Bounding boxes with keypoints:
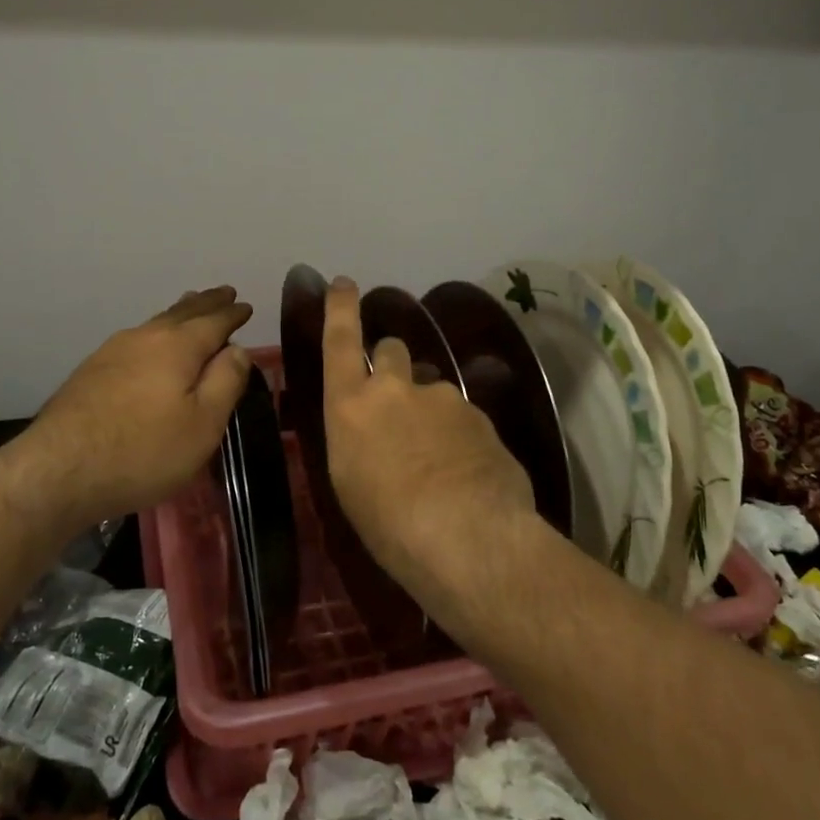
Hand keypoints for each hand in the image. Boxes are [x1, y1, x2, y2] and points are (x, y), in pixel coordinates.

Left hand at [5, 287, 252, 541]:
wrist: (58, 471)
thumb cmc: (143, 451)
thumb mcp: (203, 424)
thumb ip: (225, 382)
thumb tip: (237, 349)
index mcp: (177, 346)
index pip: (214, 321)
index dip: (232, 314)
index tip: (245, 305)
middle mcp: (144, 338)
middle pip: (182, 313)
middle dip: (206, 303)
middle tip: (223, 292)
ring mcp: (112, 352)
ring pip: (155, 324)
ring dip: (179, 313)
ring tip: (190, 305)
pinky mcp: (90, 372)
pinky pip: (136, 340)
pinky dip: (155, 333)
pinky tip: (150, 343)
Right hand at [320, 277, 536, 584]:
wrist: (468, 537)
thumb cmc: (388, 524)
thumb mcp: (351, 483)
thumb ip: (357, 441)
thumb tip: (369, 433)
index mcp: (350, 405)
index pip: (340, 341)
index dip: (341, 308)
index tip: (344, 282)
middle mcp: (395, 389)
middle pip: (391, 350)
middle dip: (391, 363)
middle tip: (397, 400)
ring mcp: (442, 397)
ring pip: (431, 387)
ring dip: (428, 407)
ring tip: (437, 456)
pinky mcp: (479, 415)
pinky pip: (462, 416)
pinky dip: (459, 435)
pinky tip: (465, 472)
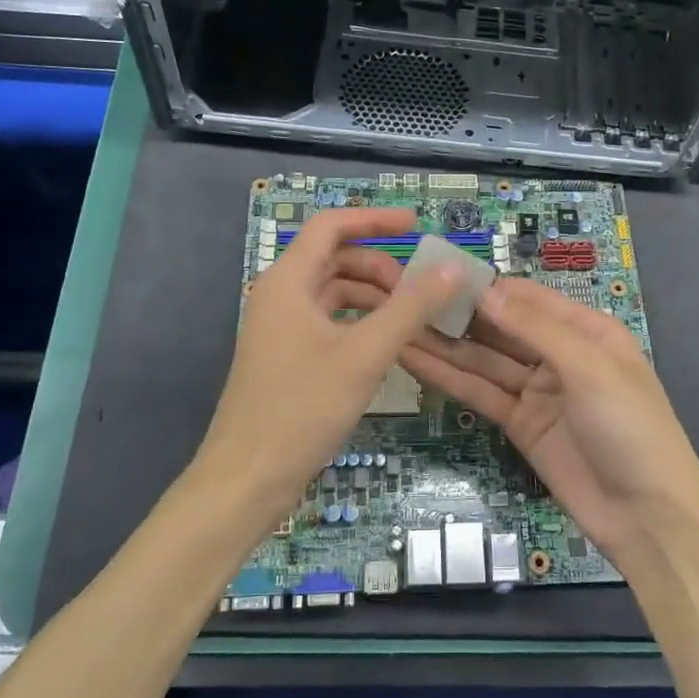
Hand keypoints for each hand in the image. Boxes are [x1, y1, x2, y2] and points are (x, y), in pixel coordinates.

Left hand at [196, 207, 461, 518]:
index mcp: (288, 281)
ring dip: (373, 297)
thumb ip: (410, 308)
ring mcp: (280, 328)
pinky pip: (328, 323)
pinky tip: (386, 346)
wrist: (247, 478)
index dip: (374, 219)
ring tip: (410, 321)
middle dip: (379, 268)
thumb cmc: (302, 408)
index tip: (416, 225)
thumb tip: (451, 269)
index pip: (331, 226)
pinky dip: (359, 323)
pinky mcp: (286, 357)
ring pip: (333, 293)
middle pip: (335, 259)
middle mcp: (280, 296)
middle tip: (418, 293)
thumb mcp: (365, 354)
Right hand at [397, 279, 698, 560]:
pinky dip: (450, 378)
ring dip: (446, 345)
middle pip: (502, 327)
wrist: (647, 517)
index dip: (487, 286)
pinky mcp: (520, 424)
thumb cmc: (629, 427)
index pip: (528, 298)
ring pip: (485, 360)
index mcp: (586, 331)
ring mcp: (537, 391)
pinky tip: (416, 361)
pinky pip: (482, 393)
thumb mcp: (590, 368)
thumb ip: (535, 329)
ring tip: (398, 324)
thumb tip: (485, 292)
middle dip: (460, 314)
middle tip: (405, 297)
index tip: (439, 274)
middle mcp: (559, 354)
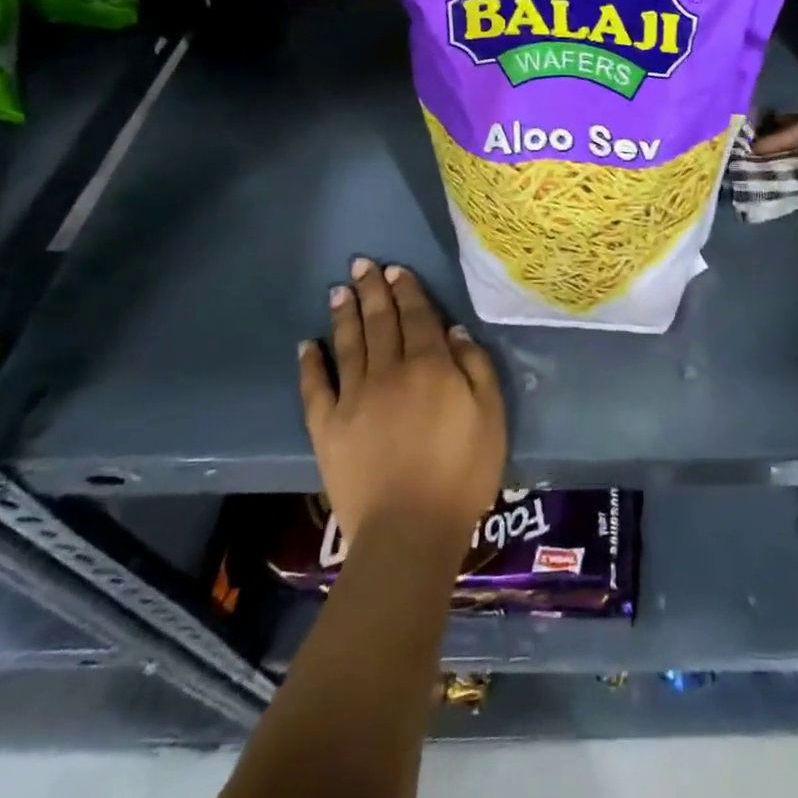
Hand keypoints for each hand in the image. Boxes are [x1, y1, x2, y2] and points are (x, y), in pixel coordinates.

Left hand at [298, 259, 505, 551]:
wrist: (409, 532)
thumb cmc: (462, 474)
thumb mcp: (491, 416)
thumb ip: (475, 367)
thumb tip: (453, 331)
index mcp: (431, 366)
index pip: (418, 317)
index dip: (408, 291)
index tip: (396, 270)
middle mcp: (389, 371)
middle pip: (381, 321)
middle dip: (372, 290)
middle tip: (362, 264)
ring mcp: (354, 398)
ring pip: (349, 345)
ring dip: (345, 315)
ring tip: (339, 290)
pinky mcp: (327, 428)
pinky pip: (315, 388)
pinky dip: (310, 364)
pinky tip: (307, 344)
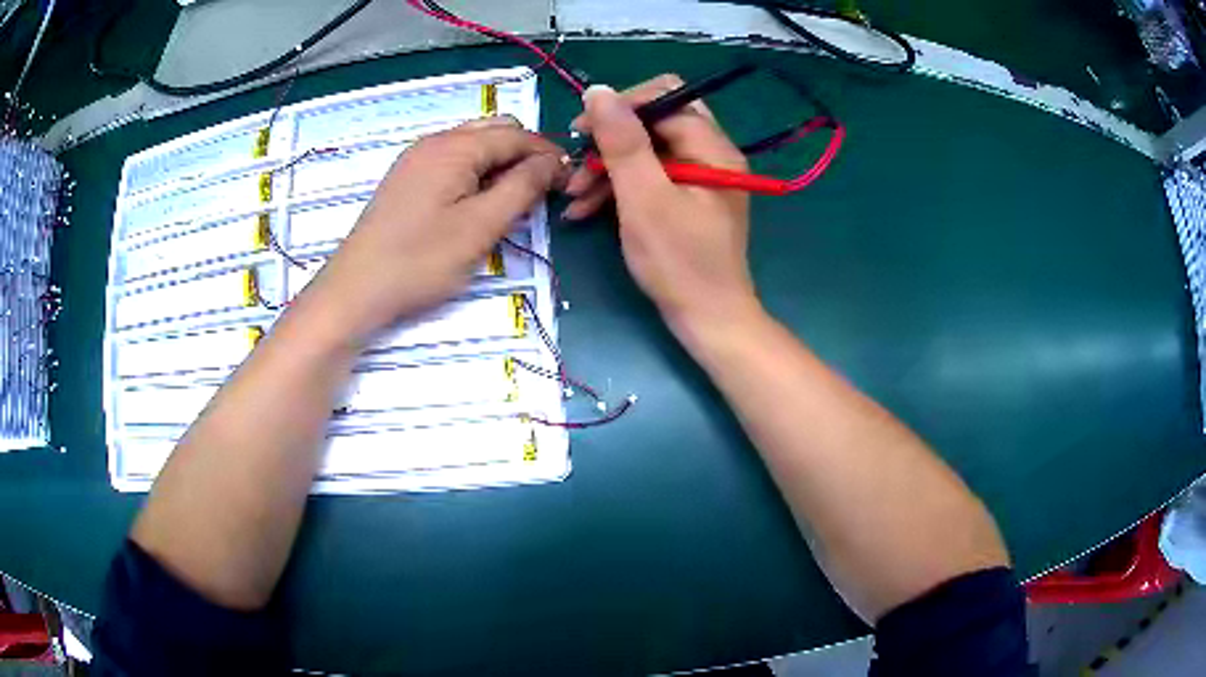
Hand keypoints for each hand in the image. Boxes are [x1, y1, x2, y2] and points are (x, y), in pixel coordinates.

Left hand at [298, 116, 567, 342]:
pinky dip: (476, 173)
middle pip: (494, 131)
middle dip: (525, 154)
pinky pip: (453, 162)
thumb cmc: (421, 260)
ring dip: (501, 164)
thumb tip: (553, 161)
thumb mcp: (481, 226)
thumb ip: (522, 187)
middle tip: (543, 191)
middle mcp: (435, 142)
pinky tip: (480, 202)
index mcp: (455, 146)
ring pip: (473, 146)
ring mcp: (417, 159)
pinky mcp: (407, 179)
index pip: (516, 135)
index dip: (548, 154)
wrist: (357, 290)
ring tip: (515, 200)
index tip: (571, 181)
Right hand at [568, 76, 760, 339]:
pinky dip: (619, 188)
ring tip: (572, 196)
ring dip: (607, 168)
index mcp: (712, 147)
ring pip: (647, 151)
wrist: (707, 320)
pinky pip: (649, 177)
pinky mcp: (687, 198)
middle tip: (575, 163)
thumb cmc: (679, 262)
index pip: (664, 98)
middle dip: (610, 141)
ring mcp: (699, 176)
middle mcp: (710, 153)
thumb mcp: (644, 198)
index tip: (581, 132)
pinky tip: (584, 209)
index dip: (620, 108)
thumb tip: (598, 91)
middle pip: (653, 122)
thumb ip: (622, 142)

--

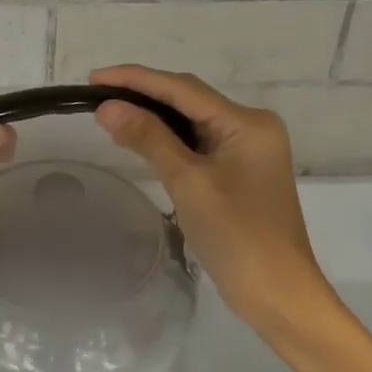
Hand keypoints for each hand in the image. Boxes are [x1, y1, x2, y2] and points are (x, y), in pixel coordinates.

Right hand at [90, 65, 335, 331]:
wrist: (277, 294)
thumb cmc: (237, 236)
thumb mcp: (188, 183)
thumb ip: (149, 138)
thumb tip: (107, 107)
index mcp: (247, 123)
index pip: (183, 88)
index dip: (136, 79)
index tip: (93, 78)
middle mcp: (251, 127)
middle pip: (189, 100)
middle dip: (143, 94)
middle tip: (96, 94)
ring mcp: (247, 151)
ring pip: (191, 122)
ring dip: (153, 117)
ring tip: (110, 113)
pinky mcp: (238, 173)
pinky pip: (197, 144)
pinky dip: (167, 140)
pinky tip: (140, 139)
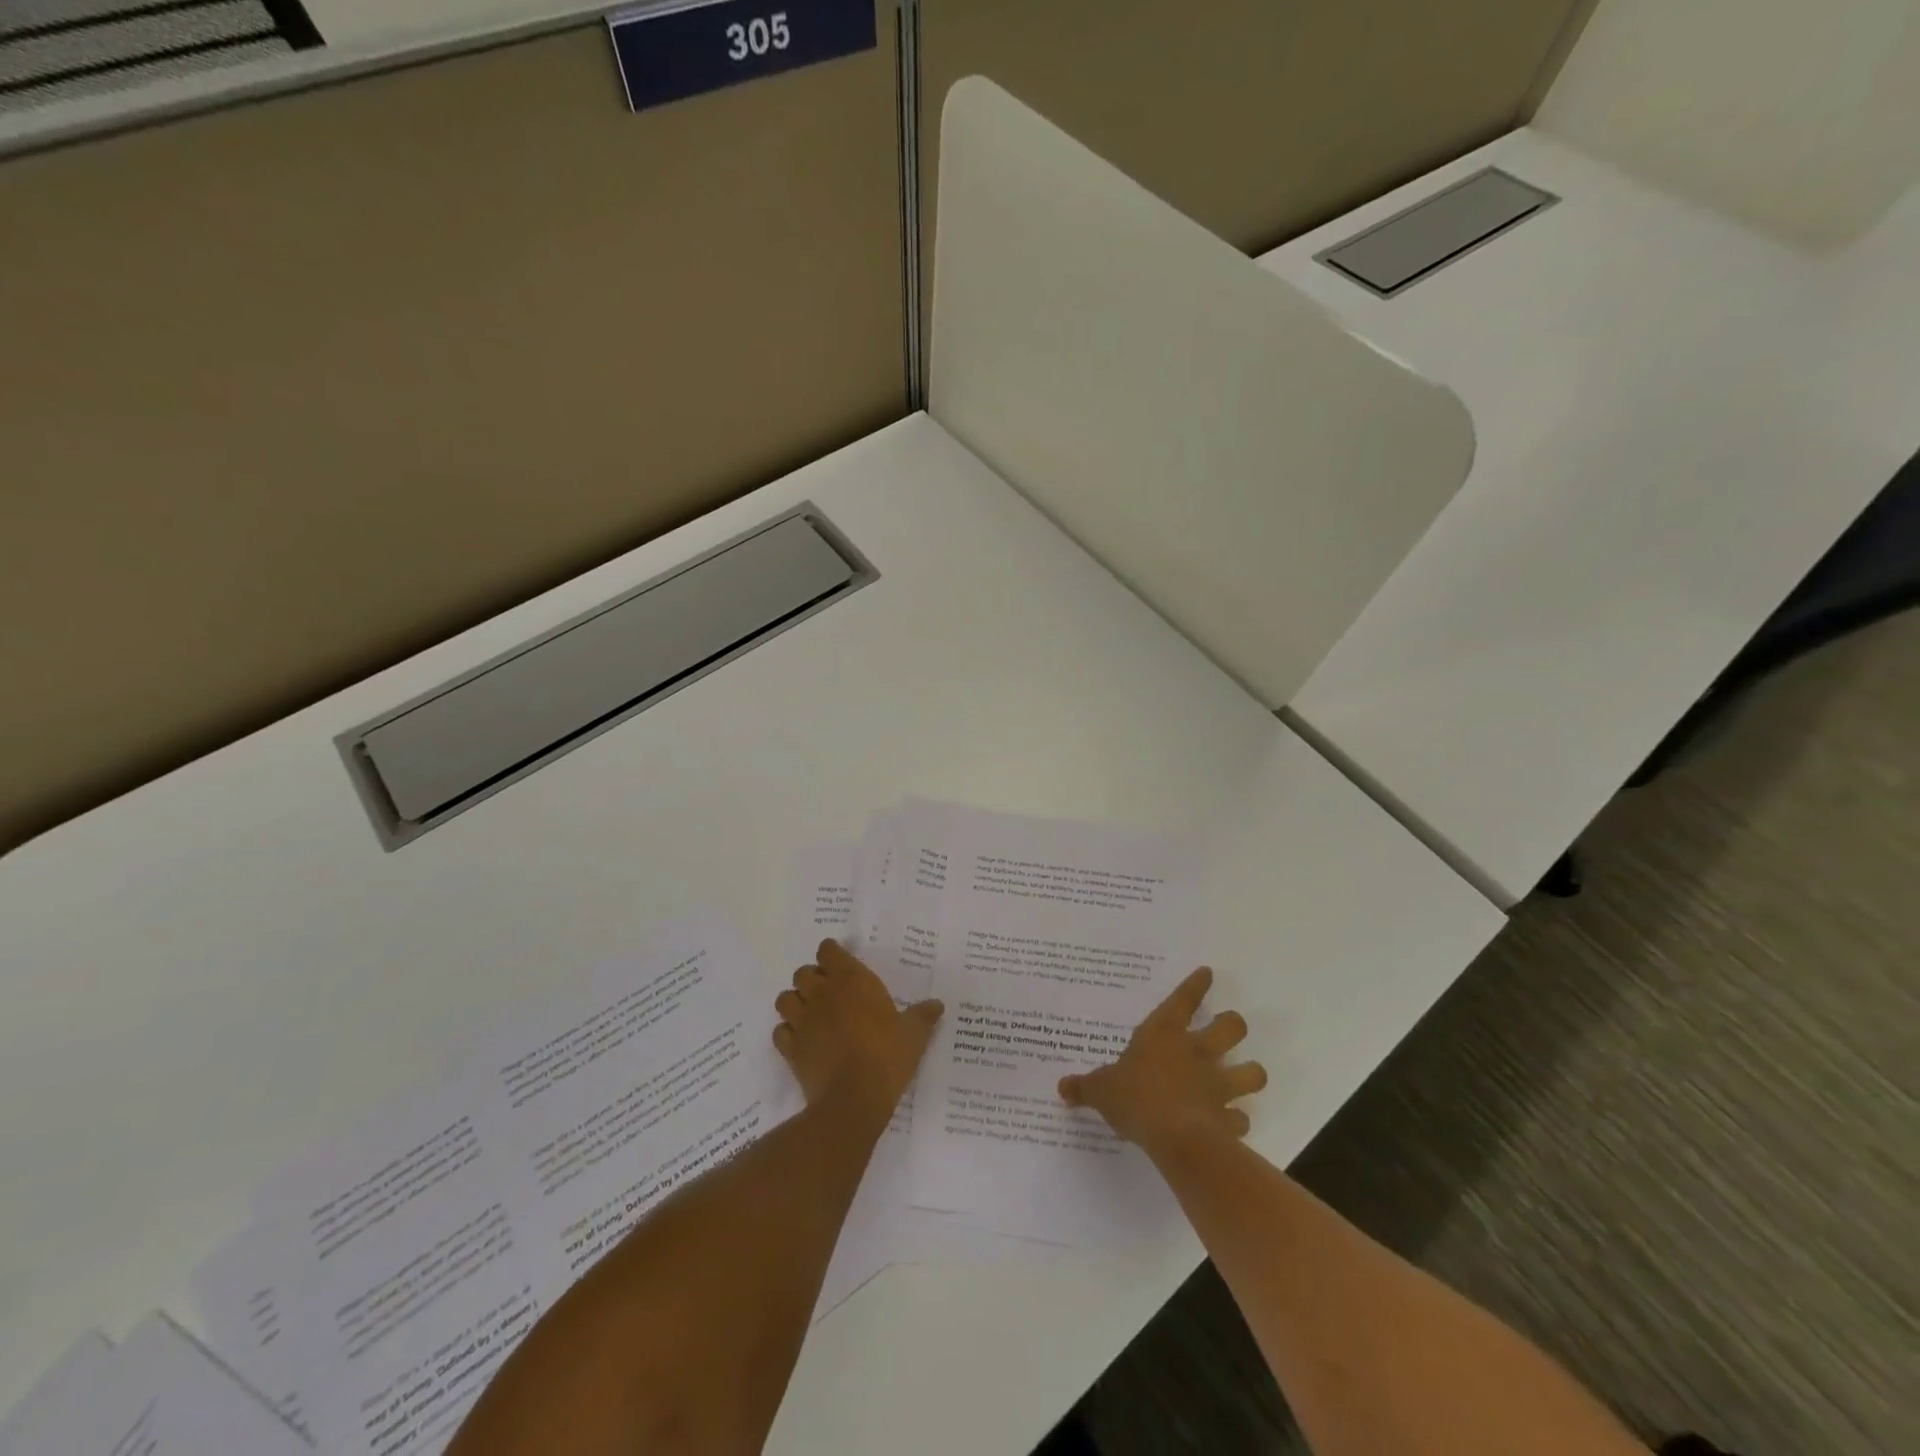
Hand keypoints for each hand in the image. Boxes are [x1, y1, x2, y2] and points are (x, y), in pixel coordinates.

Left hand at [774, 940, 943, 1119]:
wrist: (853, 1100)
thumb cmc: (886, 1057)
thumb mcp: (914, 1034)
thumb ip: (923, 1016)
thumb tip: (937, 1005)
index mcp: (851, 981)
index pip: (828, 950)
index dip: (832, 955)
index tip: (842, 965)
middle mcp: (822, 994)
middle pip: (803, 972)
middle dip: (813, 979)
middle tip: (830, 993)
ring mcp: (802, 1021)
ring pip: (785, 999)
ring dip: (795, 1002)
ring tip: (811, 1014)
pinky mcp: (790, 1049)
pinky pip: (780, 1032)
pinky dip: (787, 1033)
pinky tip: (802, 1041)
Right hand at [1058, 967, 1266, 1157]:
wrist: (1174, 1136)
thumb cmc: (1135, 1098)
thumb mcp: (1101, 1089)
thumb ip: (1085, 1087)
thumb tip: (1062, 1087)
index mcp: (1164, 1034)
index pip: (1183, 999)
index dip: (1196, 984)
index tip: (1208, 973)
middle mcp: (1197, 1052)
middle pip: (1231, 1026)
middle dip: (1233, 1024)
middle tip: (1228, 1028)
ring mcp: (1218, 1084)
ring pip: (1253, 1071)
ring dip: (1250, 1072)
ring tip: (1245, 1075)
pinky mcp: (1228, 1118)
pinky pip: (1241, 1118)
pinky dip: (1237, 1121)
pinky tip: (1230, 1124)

Task details ▸
Wherever the line holding "ring tip: (515, 200)" falls in the entries above, copy exactly from it through the line holding "thumb ip: (622, 142)", inclusive, and add nothing.

Answer to the exercise ▸
ring tip: (515, 200)
index tip: (571, 181)
Right hand at [568, 76, 760, 339]:
pinky dip: (619, 188)
ring tip: (572, 196)
ring dip: (607, 168)
index mcp: (712, 147)
ring pip: (647, 151)
wrist: (707, 320)
pinky pip: (649, 177)
pinky mcp: (687, 198)
middle tip: (575, 163)
thumb cmc: (679, 262)
index pip: (664, 98)
middle dip: (610, 141)
ring mcp: (699, 176)
middle mcp: (710, 153)
thumb mcp: (644, 198)
index tip: (581, 132)
pinky tip: (584, 209)
index dip: (620, 108)
thumb tip: (598, 91)
middle pip: (653, 122)
thumb ip: (622, 142)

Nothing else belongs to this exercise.